Nucleate Boiling Simulation using Interface Tracking Method

TL;DR

This paper presents a 3D interface tracking method-based model for simulating nucleate boiling, providing high-resolution data to improve understanding and validation of multiphase flow models.

Contribution

The paper develops a novel ITM-based boiling model in PHASTA capable of simulating nucleate boiling on unstructured meshes with multiple nucleation sites.

Findings

Interaction between bubbles at adjacent sites is characterized.

Influence of site distance, bubble size, and contact angle is analyzed.

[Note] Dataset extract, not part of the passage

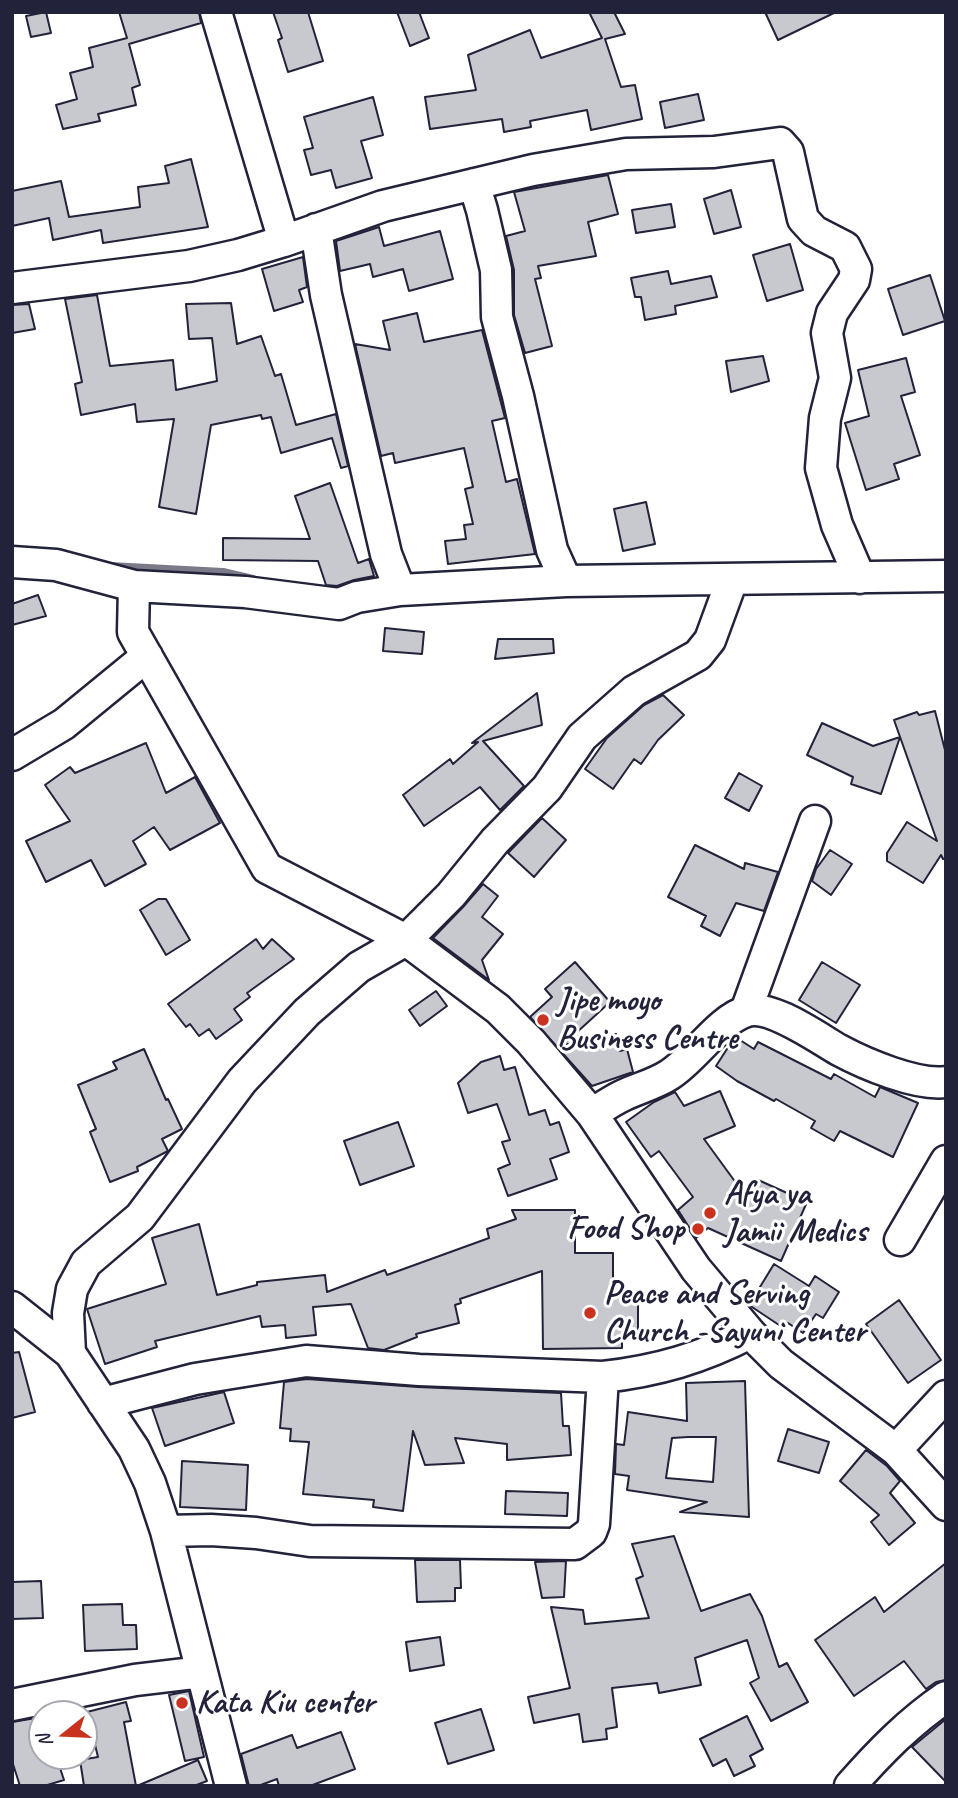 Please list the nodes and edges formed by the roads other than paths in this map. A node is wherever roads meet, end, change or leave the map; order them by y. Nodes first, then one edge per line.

High-resolution simulation data enhances understanding of nucleate boiling mechanisms.

Abstract

The development and validation of 3D multiphase computational fluid dynamics (M-CFD) models and physics-informed data-driven modeling require data of high-quality and high-resolution. Considering the difficulties in acquiring the corresponding experimental data in prototypical conditions, two-phase boiling simulations by Interface Tracking Method (ITM) based models can be used to generate high-resolution numerical data in a consistent and relatively economical manner. A boiling model is developed in one of the ITM-based multiphase-flow solvers, named PHASTA, to investigate the nucleate boiling phenomenon. The interaction between bubbles forming at adjacent nucleation sites is investigated with this ITM boiling model. Nucleate pool boiling simulations with multiple nucleation sites are presented in this paper and influences of site distance, neighboring bubble size and contact angle effect are investigated. The presented boiling model can conduct boiling simulation on 3D unstructured computational meshes. These simulation results improve our understanding of the physical mechanisms of the nucleate boiling phenomenon and provide high-resolution numerical data for M-CFD validation and advanced boiling model development.